Key Takeaways
- Smoke detectors save lives — but only if they’re the right type, in the right locations, and actually working.
- Code requires detectors on every level, in every sleeping area, and outside sleeping areas — interconnected so they all trigger together.
- Ionization detectors respond faster to flaming fires; photoelectric respond faster to smouldering ones — ideally use both or a combo unit.
- Replace the entire unit every 10 years; test monthly; never remove the battery.
Most fires happen at night, when everyone's asleep. Before you smell anything, before you feel the heat, smoke fills the air — displacing oxygen and affecting your senses in ways that make it harder, not easier, to recognize what's happening. The leading cause of fire fatalities is smoke inhalation, not burns.
A working smoke detector buys you time. Time to wake up, orient yourself, get your family out. That's it. And it's worth taking seriously.
Ionization vs. photoelectric: it actually matters
Ionization detectors use a tiny amount of radioactive material to ionize air inside a sensing chamber. When smoke enters, it disrupts the ion flow and triggers the alarm. These detectors respond fastest to fast-flaming fires — the kind that engulf a room quickly and produce lots of heat and relatively little initial smoke.
Photoelectric detectors use a light beam inside the sensing chamber. Smoke particles scatter the light, which triggers the alarm. These respond faster to slow, smouldering fires — the kind that can burn for hours before flaming up, producing dense smoke the whole time. This is the more common type of residential fire.
Here's the thing: you can't predict which kind of fire you'll have. The ideal solution is a dual-sensor detector that contains both technologies. At minimum, consider having a mix of both types in your home.
Don't forget carbon monoxide
Smoke isn't the only invisible threat in a home. Carbon monoxide (CO) from a faulty furnace, gas appliance, or attached garage is colourless, odourless, and can be fatal before anyone realises something is wrong. Nova Scotia now requires combination smoke/CO detectors near sleeping areas.
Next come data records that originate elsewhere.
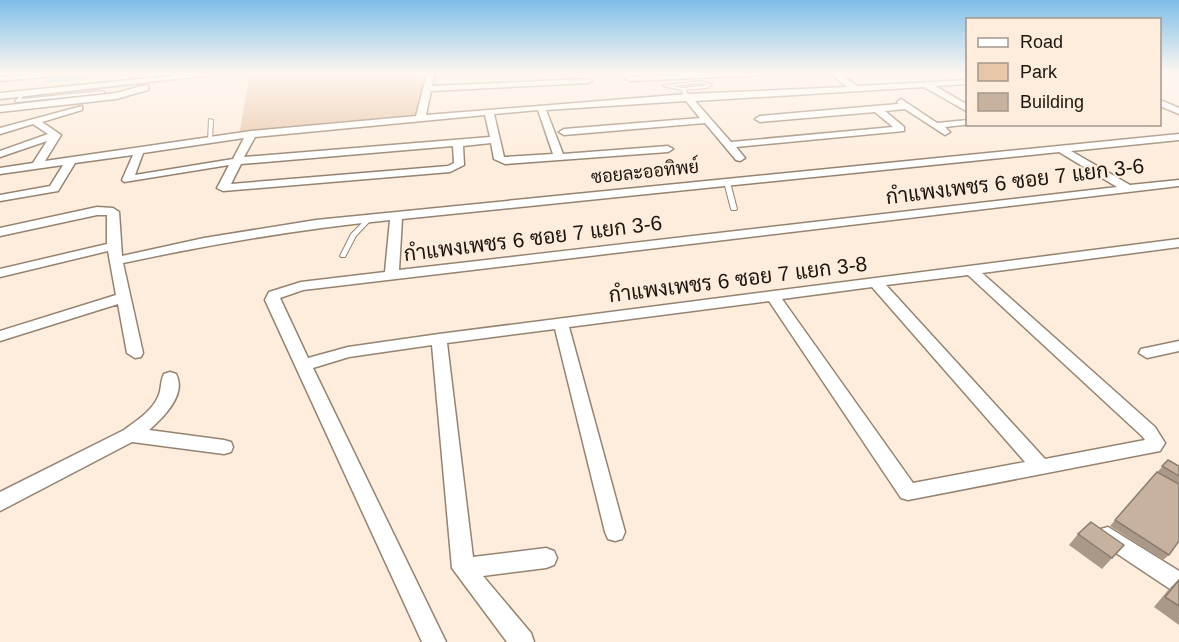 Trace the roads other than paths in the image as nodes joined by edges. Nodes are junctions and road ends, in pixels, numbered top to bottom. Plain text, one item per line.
1 (54, 103) edge
2 (94, 103) edge
3 (425, 103) edge
4 (510, 103) edge
5 (535, 103) edge
6 (625, 103) edge
7 (693, 103) edge
8 (818, 103) edge
9 (834, 103) edge
10 (903, 103) edge
11 (1161, 103) edge
12 (908, 106) junction
13 (541, 107) junction
14 (0, 109) edge
15 (877, 110) junction
16 (1179, 111) edge
17 (489, 112) junction
18 (846, 112) junction
19 (830, 113) junction
20 (618, 115) junction
21 (420, 119) junction
22 (760, 119) dead end
23 (211, 120) dead end
24 (708, 120) junction
25 (32, 122) junction
26 (966, 123) edge
27 (0, 125) edge
28 (0, 131) edge
29 (564, 132) dead end
30 (251, 134) junction
31 (56, 135) junction
32 (1179, 137) edge
33 (495, 140) junction
34 (210, 141) junction
35 (663, 141) junction
36 (458, 143) junction
37 (730, 145) junction
38 (1059, 148) junction
39 (139, 151) junction
40 (0, 154) edge
41 (560, 158) junction
42 (740, 158) dead end
43 (71, 160) junction
44 (237, 161) junction
45 (37, 165) junction
46 (0, 171) edge
47 (727, 182) junction
48 (1179, 183) edge
49 (1128, 189) junction
50 (0, 198) edge
51 (734, 209) dead end
52 (396, 215) junction
53 (370, 218) junction
54 (0, 232) edge
55 (1179, 243) edge
56 (113, 246) junction
57 (343, 256) dead end
58 (116, 261) junction
59 (972, 271) junction
60 (0, 273) edge
61 (392, 275) junction
62 (876, 283) junction
63 (773, 296) junction
64 (124, 297) junction
65 (561, 324) junction
66 (0, 336) edge
67 (439, 339) junction
68 (1179, 346) edge
69 (135, 353) dead end
70 (1147, 353) dead end
71 (304, 365) junction
72 (170, 378) dead end
73 (130, 435) junction
74 (225, 447) dead end
75 (1042, 468) junction
76 (0, 502) edge
77 (615, 532) dead end
78 (1103, 532) edge
79 (546, 558) dead end
80 (463, 568) junction
81 (1179, 584) edge
82 (434, 642) edge
83 (522, 642) edge

1 - 14 street
2 - 25 street
3 - 21 street
4 - 17 street
5 - 13 street
6 - 20 street
7 - 24 street
8 - 19 street
9 - 18 street
10 - 12 street
11 - 16 street
12 - 15 street
12 - 26 street
13 - 20 street
13 - 41 street
15 - 18 street
15 - 37 street
17 - 21 street
17 - 33 street
18 - 19 street
19 - 22 street
20 - 29 street
20 - 35 street
21 - 30 street
23 - 34 lane
24 - 35 street
24 - 37 street
25 - 27 street
25 - 28 street
25 - 31 street
30 - 34 street
30 - 44 street
31 - 40 street
31 - 45 street
32 - 38 street, ซอยละออทิพย์
33 - 36 street
33 - 41 street
34 - 39 street
35 - 41 street
36 - 44 street
36 - 44 street
37 - 42 street
38 - 47 street, ซอยละออทิพย์
38 - 49 street
39 - 43 street
39 - 44 street
43 - 45 street
43 - 50 street
45 - 46 street
47 - 51 lane
47 - 52 street, ซอยละออทิพย์
48 - 49 street, กำแพงเพชร 6 ซอย 7 แยก 3-6
49 - 61 street, กำแพงเพชร 6 ซอย 7 แยก 3-6
52 - 53 street, ซอยละออทิพย์
52 - 61 street
53 - 57 lane
53 - 58 street, ซอยละออทิพย์
54 - 56 street
55 - 59 street, กำแพงเพชร 6 ซอย 7 แยก 3-8
56 - 58 street
56 - 60 street
58 - 64 street
59 - 62 street, กำแพงเพชร 6 ซอย 7 แยก 3-8
59 - 75 street
61 - 71 street, กำแพงเพชร 6 ซอย 7 แยก 3-6
62 - 63 street, กำแพงเพชร 6 ซอย 7 แยก 3-8
62 - 75 street
63 - 65 street, กำแพงเพชร 6 ซอย 7 แยก 3-8
63 - 75 street
64 - 66 street
64 - 69 street
65 - 67 street, กำแพงเพชร 6 ซอย 7 แยก 3-8
65 - 77 street
67 - 71 street, กำแพงเพชร 6 ซอย 7 แยก 3-8
67 - 80 street
68 - 70 street
71 - 82 street, กำแพงเพชร 6 ซอย 7 แยก 3-6
72 - 73 street
73 - 74 street
73 - 76 street
78 - 81 street
79 - 80 street
80 - 83 street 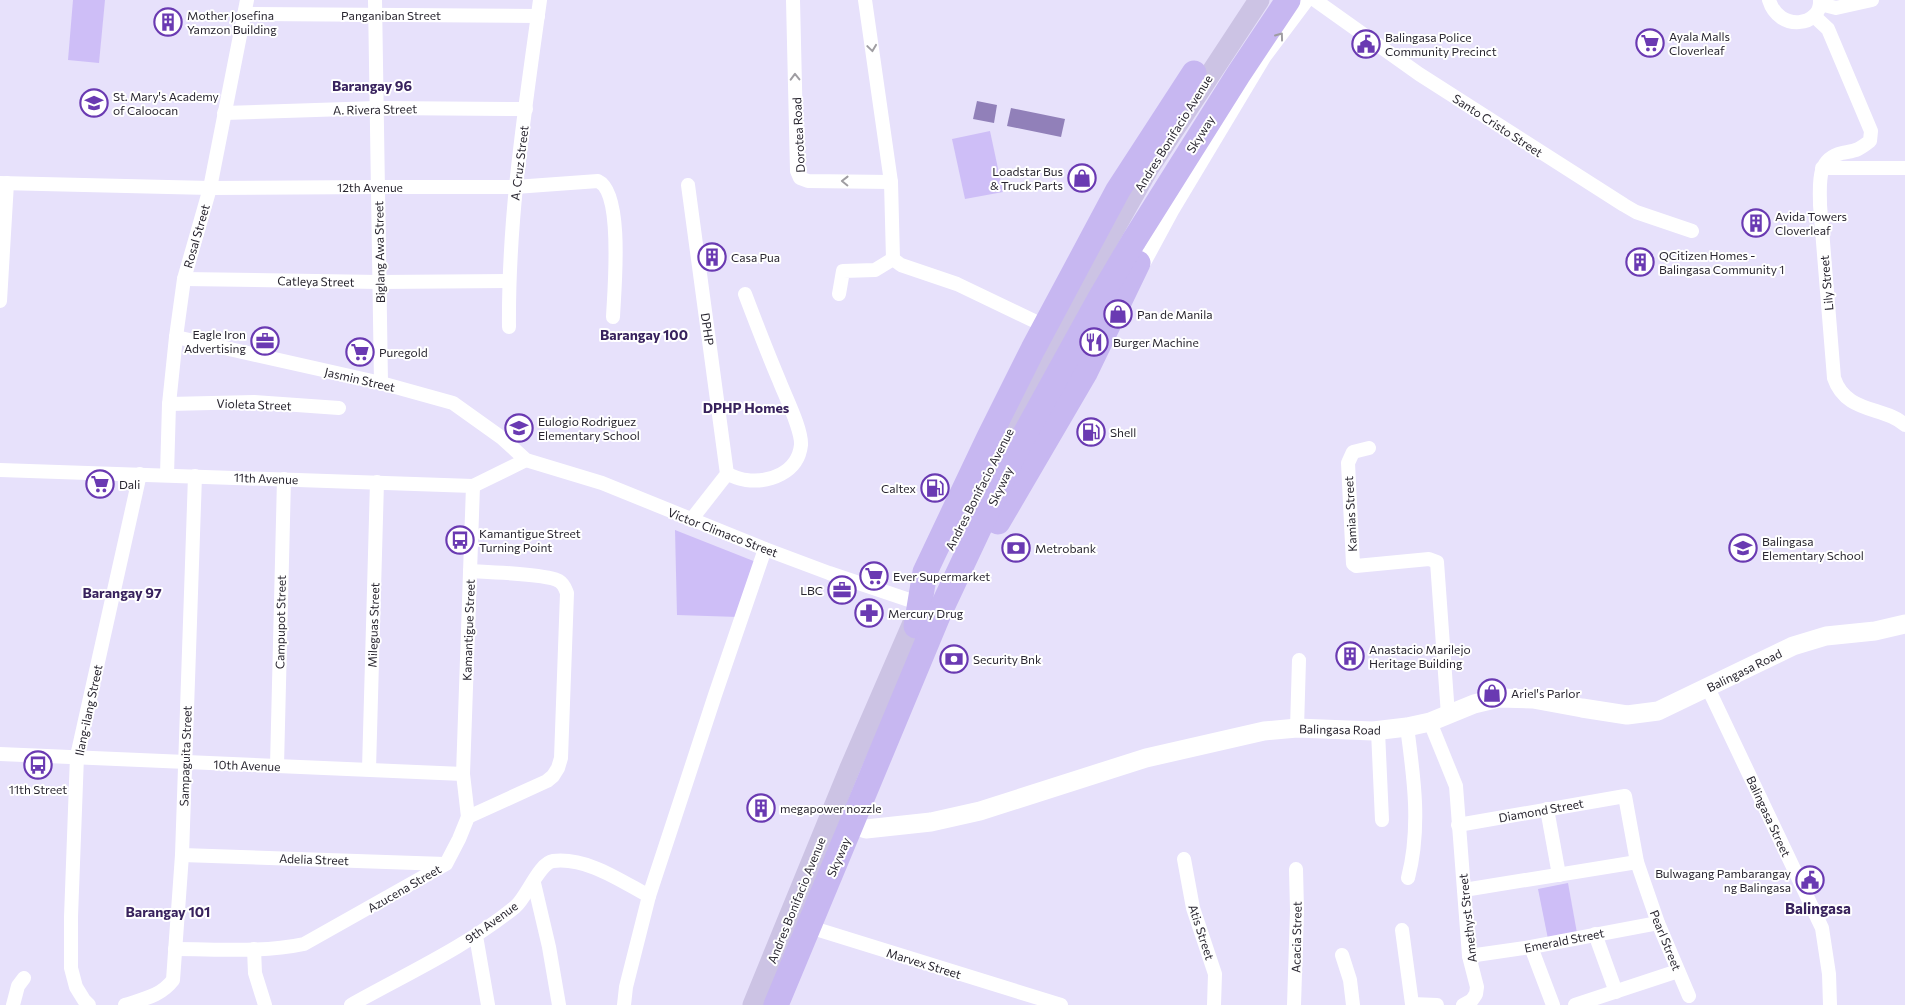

Even if your home predates that requirement, combination detectors are cheap insurance.
Where to put them
At minimum, you need a smoke detector on every floor, including the basement, and outside every sleeping area. For better protection — and what I'd recommend — put one inside each bedroom too. Sleeping with the door closed slows fire spread, but it also means you might not hear a hallway alarm in time.
For maximum coverage, add detectors in the kitchen (not directly above the stove — you'll pull the battery out within a week), the utility room, furnace room, and garage. Think about how smoke would travel in your home and put detectors in its path.
Placement matters too. Wall-mounted detectors should sit 4–12 inches from the ceiling. Ceiling-mounted detectors should be at least 4 inches from any wall. Keep them away from windows, doors, and HVAC registers — air movement can interfere with sensitivity.
Maintenance
Test your detectors monthly — it takes 10 seconds. Replace batteries annually (pick a date: New Year's Day, Daylight Saving Time, your birthday — doesn't matter, just be consistent). Replace the entire unit every 10 years; the sensors degrade over time even if the alarm still sounds when you press the test button.
And make a fire escape plan. Walk through it with everyone in the house, including the kids. Pick a meeting spot outside. Practice it once. It's the kind of thing you hope you never need — like home insurance — but the five minutes it takes could matter enormously.